Rap - The White Man's Burden?
In a recent column written by Ben Stein (of monotone "Buehler, Buehler" and Clear Eyes fame) - he makes a startling admission: he likes rap music. Being one of the few conservative Republicans in the entertainment industry this announcement was akin to spotting Marilyn Manson at a John Tesh concert. What were the reasons for his attraction to gangsta rap? First, he finds the rhythms compelling. Secondly, he notes the rappers fascination with acquiring financial wealth - in a capitalistic state a possible healthy sign of black consumerism. He also felt that the complaints of the hard life of young black men in the hood is the most powerful protest music he has heard since Bob Dylan in the early 60s. Finally, he sees the young men's violence toward women as a possible indictment of the breakdown of marriage, where with so many young black men being raised by their mothers - their rebellion is directed at the authority figure who gave them their upbringing.
I find Stein's musings compelling in many ways and worthy of discussion. His (unstated) premise that the subconscious Oedipal drive discovered by Freud - wherein the son seeks to kill the father and copulate with the mother (a natural one) has been replaced with an unnatural substitution of the mother is fascinating, and could possibly be used to help explain certain societal trends. The fact that so many white suburban young men are attracted to the same message may be telling us something about how our society is changing - with more 1 parent families, same-sex parents and the changing roles of both parents - (ie: more mothers working and fathers taking on child-rearing duties). Whether this shifting of the Oedipal rage is truly dangerous (since most teens pass through to adulthood and leave their rebellion behind), fluid or permanent in society as a whole is something to watch for the future.

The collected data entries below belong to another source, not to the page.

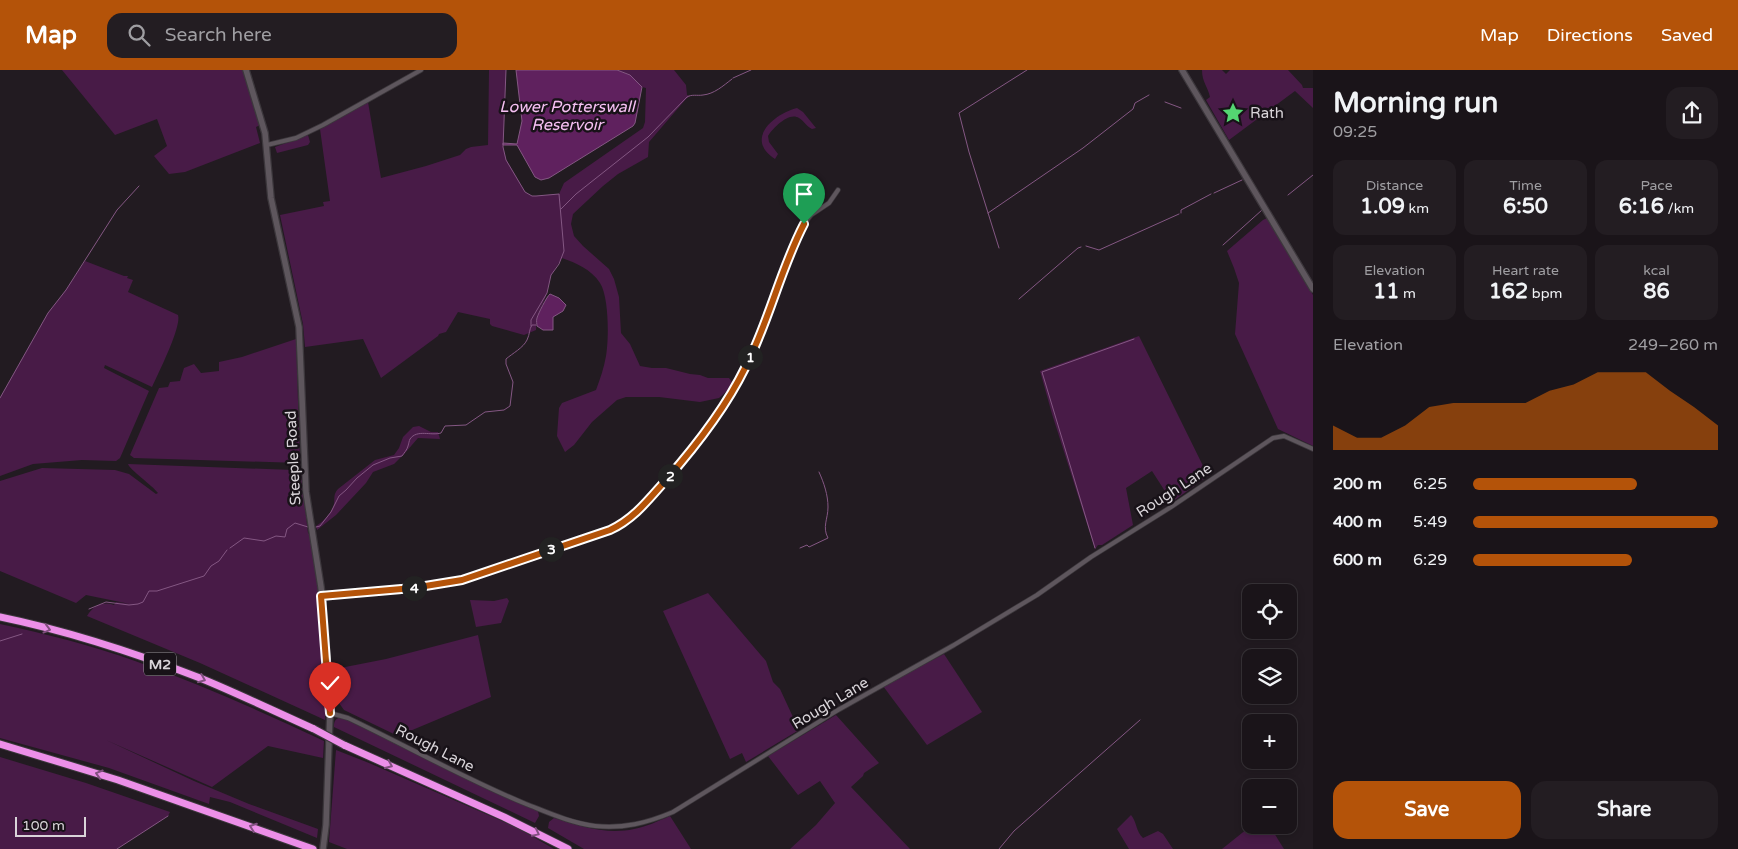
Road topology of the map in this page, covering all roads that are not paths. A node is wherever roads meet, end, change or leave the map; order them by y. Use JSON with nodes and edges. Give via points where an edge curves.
{"nodes":[{"id":1,"x":246,"y":70,"type":"edge"},
{"id":2,"x":421,"y":70,"type":"edge"},
{"id":3,"x":1182,"y":70,"type":"edge"},
{"id":4,"x":267,"y":145,"type":"junction"},
{"id":5,"x":838,"y":190,"type":"dead end"},
{"id":6,"x":1313,"y":289,"type":"edge"},
{"id":7,"x":1313,"y":449,"type":"edge"},
{"id":8,"x":321,"y":596,"type":"junction"},
{"id":9,"x":0,"y":617,"type":"edge"},
{"id":10,"x":330,"y":713,"type":"junction"},
{"id":11,"x":0,"y":744,"type":"edge"},
{"id":12,"x":313,"y":849,"type":"edge"},
{"id":13,"x":323,"y":849,"type":"edge"},
{"id":14,"x":568,"y":849,"type":"edge"}],
"edges":[{"from":1,"to":4,"type":"street","name":"Steeple Road"},
{"from":2,"to":4,"type":"street","via":[[323,125],[296,138]]},
{"from":3,"to":6,"type":"street"},
{"from":4,"to":8,"type":"street","name":"Steeple Road","via":[[271,198],[299,326],[306,492]]},
{"from":5,"to":8,"type":"street","via":[[829,203],[804,224],[745,369],[722,407],[680,464],[629,519],[610,530],[462,580]]},
{"from":7,"to":10,"type":"street","name":"Rough Lane","via":[[1284,436],[1273,438],[1037,595],[838,710],[673,812],[641,824],[605,827],[564,819],[499,793],[363,725]]},
{"from":8,"to":10,"type":"street","name":"Steeple Road"},
{"from":9,"to":14,"type":"highway","number":"M2","one_way":true,"bridge":true,"via":[[86,639],[209,682]]},
{"from":10,"to":13,"type":"street","name":"Steeple Road"},
{"from":12,"to":11,"type":"highway","one_way":true,"via":[[118,780]]}]}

What I don't agree with is his focus on the rhythms. I find the rhythms in rap generally to be stripped -down, dumbed-down beats compared with their polyrhthymic predecessors. What is important seems to me to be the attitude not the music itself - in other words rap is to r&b what punk is to rock. The primal urges and rawness of the attitude give a sense of the hopelessness of the black youth of today - just as punk rock gave us the snarl of the disenfranchised youth of Thatcher's England (and thousands of suburban teens in America too). Whereas the white European's use of drums was primarily for war - the African's was used for communication. The 4/4 beat of western music marched with Napoleon and merged with the machines that beat time throughout the Industrial Revolution to today. While the African's use of polyphony created a sense of community and wholeness (and war too - don't get me wrong there). It is interesting to note that recent research on humankind has revealed that we all originated in Africa before dispersing throughout the world - therefore the roots of all music lie in our common African roots and we are all Africans at heart.
In his book Invisible Man, writer Ralph Ellison observed that in America the whites were getting blacker and the blacks whiter before his very eyes. This process continues. Just as jazz came about when black artists used white instruments (trumpets for example - designed again originally for war) and chord change arrangements, and bent and revitalized them with "blue" notes and long forgotten polyrhythms, rap has come about when black artists, discouraged from the use of "real" instruments from lack of school music program funding, empowered by cheap and easy technology, while rebelling against their fathers/mothers, produce (admittedly valid) protest music while using simplified rhythms that are heavily influenced by white, capitalist, technological society. Their beating of plowshares into swords and shamanistic tribal rhythms into war drums seems to resonate in white hearts that have forgotten the old ways, but like Stanley Crouch, I find I am concerned by the watering down and possible loss of black culture which may be involved in the process. In the end, although the creative invention of rap itself is the work of black artists, for creating the ingredients and providing the stage that has in turn created a beautiful monster both threatening and pitiful - rap truly is the white man's burden.